Hi @MeowZheng, I knew your response was about the issue itself and not my comment (it is why I precised "In my case"). However I think it is relevant to comment here even if the config file is slightly different because I encountered the exact same issue as @imemmul .

Thank you for adding explanations about reduce_zero_label=True! In my case I had only 0 and 1 as values so I was discarding the 0s whereas it is not correct.

lucas-sancere commented 1 year ago

Hi @MengzhangLI ,

My dataset has 2 categories, tumor regions and normal tissue. normal tissue class is my background class, filled with pixel of value 0, whereas my tumor regions class is my foreground class, filled with pixel of value 1.

It is the exact same format as DRIVE in this regard. My input data are RGB images in TIFF format and my annotation data are PNG files one channel grey-level images filled only with 0s and 1s.

aymanaboghonim commented 1 year ago

@lucas-sancere Did you solve your issue ? I am facing same issue. My dataset has 2 classes ('background' , 'building') , img is rgb.jpg while labels is .png where 0 is background and 128 is object.

lucas-sancere commented 1 year ago

@lucas-sancere Did you solve your issue ? I am facing same issue. My dataset has 2 classes ('background' , 'building') , img is rgb.jpg while labels is .png where 0 is background and 128 is object.

Hi @aymanaboghonim I am not sure you have the same issue as me. The dataset you are talking about is your training dataset?

Following the documentation:

The annotations are images of shape (H, W), the value pixel should fall in range [0, num_classes - 1]

Your training dataset should contains pixel of value 1 for your classbuilding, not 128.

If you are talking about the pixel values for the inference output, no I didn't solve the issue I still have different pixel values for the prediction (1 for background and 2 for foreground) than in my training set (0 for background and 1 for foreground), but of course it is not a real problem.

aymanaboghonim commented 1 year ago

@lucas-sancere Thanks for you reply. sorry, labels is in range [0, 1] not [0, 128]. could you please help me to solve my issue. here is my class to register custom dataset.

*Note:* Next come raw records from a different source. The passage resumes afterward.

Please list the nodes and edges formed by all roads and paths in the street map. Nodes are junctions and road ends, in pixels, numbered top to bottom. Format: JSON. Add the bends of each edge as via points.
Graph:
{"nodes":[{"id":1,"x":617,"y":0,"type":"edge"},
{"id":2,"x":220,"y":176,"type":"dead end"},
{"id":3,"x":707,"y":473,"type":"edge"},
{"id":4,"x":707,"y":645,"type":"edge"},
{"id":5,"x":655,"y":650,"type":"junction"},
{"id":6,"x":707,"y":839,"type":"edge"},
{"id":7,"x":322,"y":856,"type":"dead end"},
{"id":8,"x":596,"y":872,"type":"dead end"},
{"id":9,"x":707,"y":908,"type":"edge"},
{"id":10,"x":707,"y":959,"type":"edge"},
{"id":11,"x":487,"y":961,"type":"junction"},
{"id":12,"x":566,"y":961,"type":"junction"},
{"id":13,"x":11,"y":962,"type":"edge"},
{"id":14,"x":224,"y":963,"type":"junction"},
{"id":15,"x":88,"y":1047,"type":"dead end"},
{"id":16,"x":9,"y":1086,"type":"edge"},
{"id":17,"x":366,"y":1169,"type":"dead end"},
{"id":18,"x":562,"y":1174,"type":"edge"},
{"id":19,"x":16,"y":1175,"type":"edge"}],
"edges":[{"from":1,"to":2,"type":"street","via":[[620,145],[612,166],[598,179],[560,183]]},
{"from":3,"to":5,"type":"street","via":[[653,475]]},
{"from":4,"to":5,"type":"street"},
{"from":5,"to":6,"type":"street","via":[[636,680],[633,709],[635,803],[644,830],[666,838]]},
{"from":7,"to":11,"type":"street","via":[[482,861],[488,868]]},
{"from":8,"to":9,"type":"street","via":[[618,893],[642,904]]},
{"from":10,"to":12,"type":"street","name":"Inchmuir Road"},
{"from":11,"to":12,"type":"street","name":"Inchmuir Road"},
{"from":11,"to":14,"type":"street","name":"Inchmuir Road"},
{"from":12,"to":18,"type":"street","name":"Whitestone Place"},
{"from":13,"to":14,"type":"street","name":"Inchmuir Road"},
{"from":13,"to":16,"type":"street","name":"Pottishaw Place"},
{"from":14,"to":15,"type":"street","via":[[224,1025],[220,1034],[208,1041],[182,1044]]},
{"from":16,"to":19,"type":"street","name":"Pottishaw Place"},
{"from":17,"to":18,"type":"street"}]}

`classes = ('background', 'building')

palette = [[225, 228, 128], [50, 50, 50]]
@DATASETS.register_module()
class BuildingSegmentation(CustomDataset):
  CLASSES = classes
  PALETTE = palette
  def __init__(self, split, **kwargs):
    super().__init__(img_suffix='.jpg', seg_map_suffix='.png', 
                     split=split, ignore_index=255,  **kwargs)
    assert osp.exists(self.img_dir) and self.split is not None

` I set num_class = 2 and reduce_zero_label = False. is there anything else needed to handle my binary seg task ?? here is a sample of labels image

aymanaboghonim commented 1 year ago

background metrics is good but object(building) metrics is very poor. image

lucas-sancere commented 1 year ago

HI @aymanaboghonim,

Sorry I cannot really help fully as I am just a new user of mmsegmentation and I didn't participate to the dev.

To me:

set num_class = 2 and reduce_zero_label = False.

Looks fine.

Your data sample looks fine. I guess there is a specific LUT for the plot to make the binary image red and black, if not maybe the pixel value is not 1 for foreground.

Your training works and you have an issue with the metrics, so I would say the issue is probably coming from the training data (maybe imbalanced, some images with issues, bad annotations...). I hope you solved your problem since your last message.